- **Brief**:
Your reply should be the entries, output word for word, with each picture omitted.

[Source records]
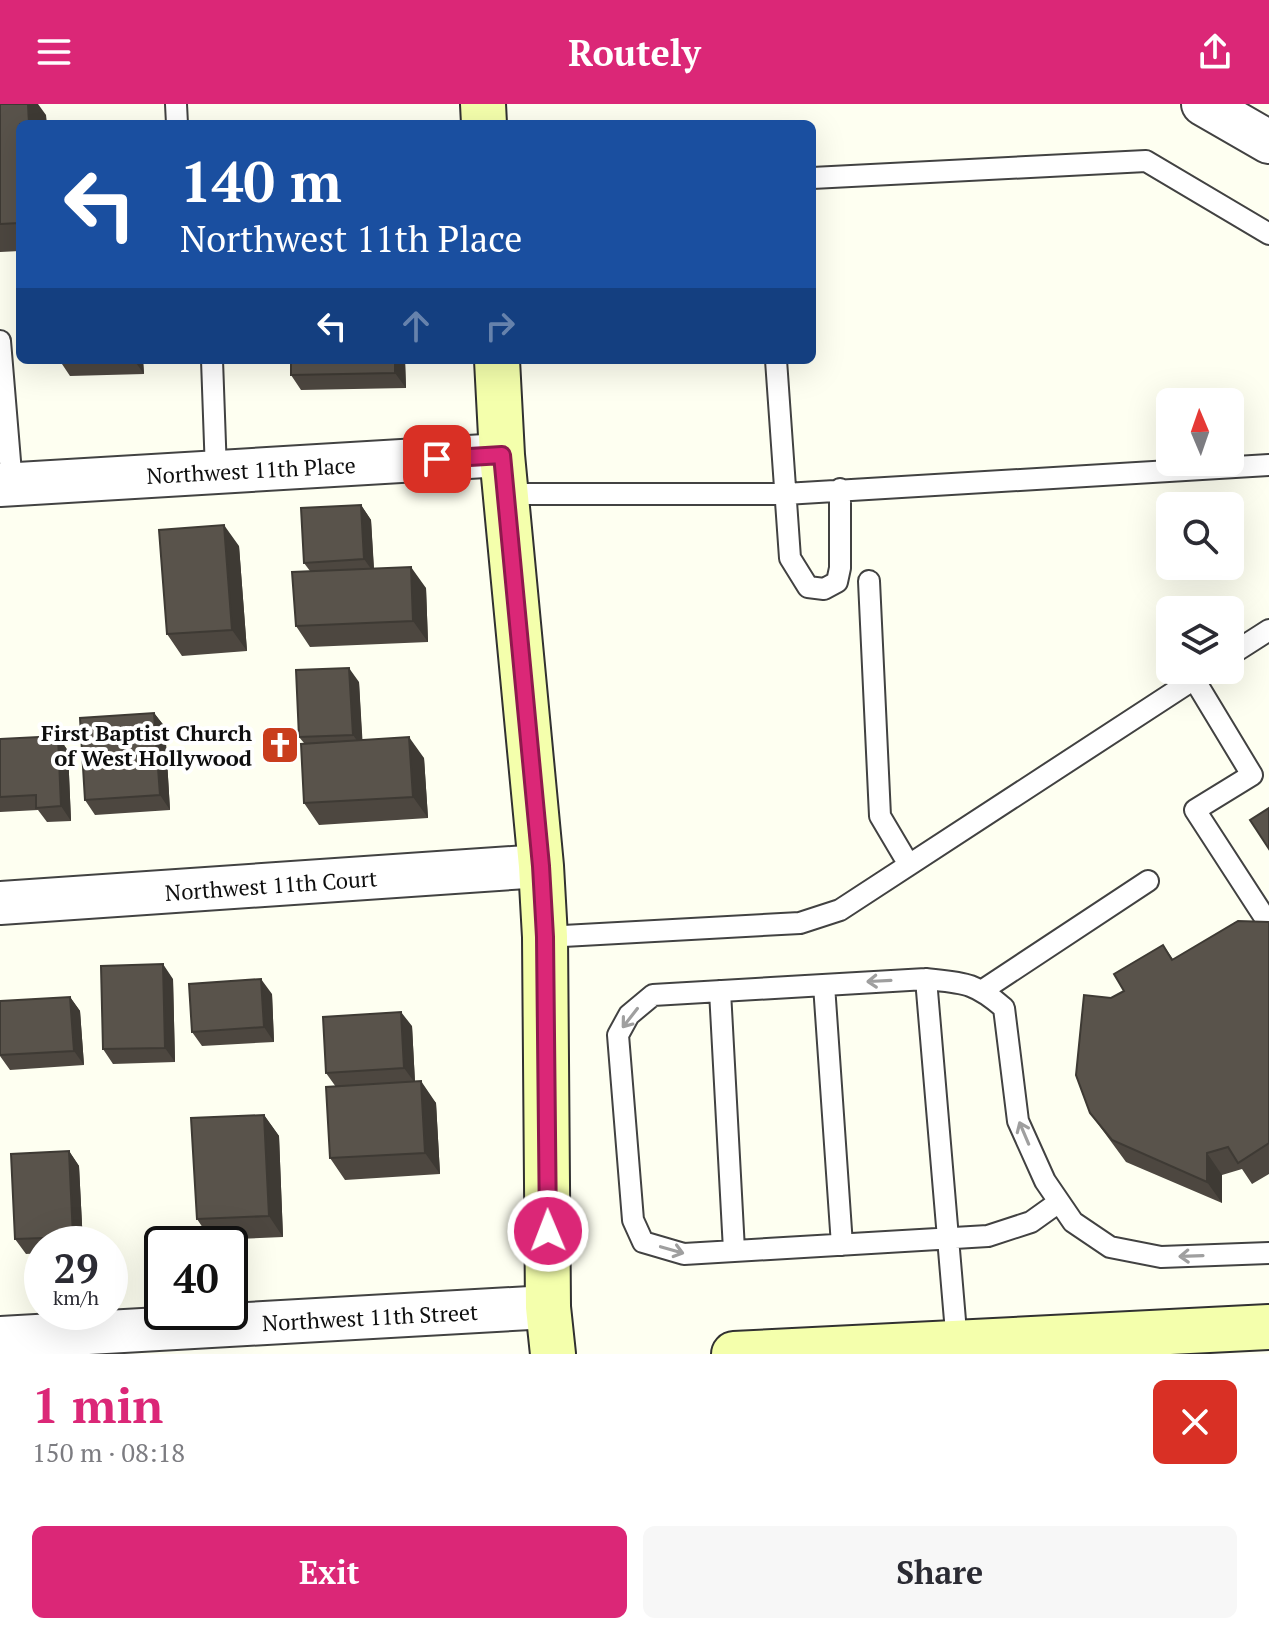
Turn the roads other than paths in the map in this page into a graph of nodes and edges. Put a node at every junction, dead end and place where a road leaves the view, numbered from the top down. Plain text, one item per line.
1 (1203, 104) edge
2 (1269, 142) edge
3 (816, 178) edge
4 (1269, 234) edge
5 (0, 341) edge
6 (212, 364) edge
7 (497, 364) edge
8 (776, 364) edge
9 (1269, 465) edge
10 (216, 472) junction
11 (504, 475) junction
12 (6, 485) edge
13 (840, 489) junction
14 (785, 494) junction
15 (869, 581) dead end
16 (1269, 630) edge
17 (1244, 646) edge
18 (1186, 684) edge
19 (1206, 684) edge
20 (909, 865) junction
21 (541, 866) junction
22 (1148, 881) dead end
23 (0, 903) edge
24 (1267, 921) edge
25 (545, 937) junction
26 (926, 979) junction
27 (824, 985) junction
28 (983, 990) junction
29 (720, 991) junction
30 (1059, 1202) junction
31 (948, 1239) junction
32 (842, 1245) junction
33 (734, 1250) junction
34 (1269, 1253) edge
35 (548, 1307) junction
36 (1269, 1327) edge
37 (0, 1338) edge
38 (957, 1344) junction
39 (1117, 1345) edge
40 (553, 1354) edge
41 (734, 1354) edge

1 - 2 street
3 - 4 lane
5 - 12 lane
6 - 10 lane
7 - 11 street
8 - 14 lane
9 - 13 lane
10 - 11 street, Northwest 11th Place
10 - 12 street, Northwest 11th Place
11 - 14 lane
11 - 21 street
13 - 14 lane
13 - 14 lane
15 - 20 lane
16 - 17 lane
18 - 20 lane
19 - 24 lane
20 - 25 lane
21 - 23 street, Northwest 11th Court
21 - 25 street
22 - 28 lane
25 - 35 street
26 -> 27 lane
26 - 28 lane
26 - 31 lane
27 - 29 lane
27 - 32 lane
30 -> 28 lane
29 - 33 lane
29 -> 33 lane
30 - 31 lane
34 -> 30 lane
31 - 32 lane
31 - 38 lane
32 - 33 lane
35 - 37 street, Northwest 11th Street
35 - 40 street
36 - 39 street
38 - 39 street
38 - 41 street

- **Answer box**:
Turn the roads other than paths in the map in this page into a graph of nodes and edges. Put a node at every junction, dead end and place where a road leaves the view, numbered from the top down. Plain text, one item per line.
1 (1203, 104) edge
2 (1269, 142) edge
3 (816, 178) edge
4 (1269, 234) edge
5 (0, 341) edge
6 (212, 364) edge
7 (497, 364) edge
8 (776, 364) edge
9 (1269, 465) edge
10 (216, 472) junction
11 (504, 475) junction
12 (6, 485) edge
13 (840, 489) junction
14 (785, 494) junction
15 (869, 581) dead end
16 (1269, 630) edge
17 (1244, 646) edge
18 (1186, 684) edge
19 (1206, 684) edge
20 (909, 865) junction
21 (541, 866) junction
22 (1148, 881) dead end
23 (0, 903) edge
24 (1267, 921) edge
25 (545, 937) junction
26 (926, 979) junction
27 (824, 985) junction
28 (983, 990) junction
29 (720, 991) junction
30 (1059, 1202) junction
31 (948, 1239) junction
32 (842, 1245) junction
33 (734, 1250) junction
34 (1269, 1253) edge
35 (548, 1307) junction
36 (1269, 1327) edge
37 (0, 1338) edge
38 (957, 1344) junction
39 (1117, 1345) edge
40 (553, 1354) edge
41 (734, 1354) edge

1 - 2 street
3 - 4 lane
5 - 12 lane
6 - 10 lane
7 - 11 street
8 - 14 lane
9 - 13 lane
10 - 11 street, Northwest 11th Place
10 - 12 street, Northwest 11th Place
11 - 14 lane
11 - 21 street
13 - 14 lane
13 - 14 lane
15 - 20 lane
16 - 17 lane
18 - 20 lane
19 - 24 lane
20 - 25 lane
21 - 23 street, Northwest 11th Court
21 - 25 street
22 - 28 lane
25 - 35 street
26 -> 27 lane
26 - 28 lane
26 - 31 lane
27 - 29 lane
27 - 32 lane
30 -> 28 lane
29 - 33 lane
29 -> 33 lane
30 - 31 lane
34 -> 30 lane
31 - 32 lane
31 - 38 lane
32 - 33 lane
35 - 37 street, Northwest 11th Street
35 - 40 street
36 - 39 street
38 - 39 street
38 - 41 street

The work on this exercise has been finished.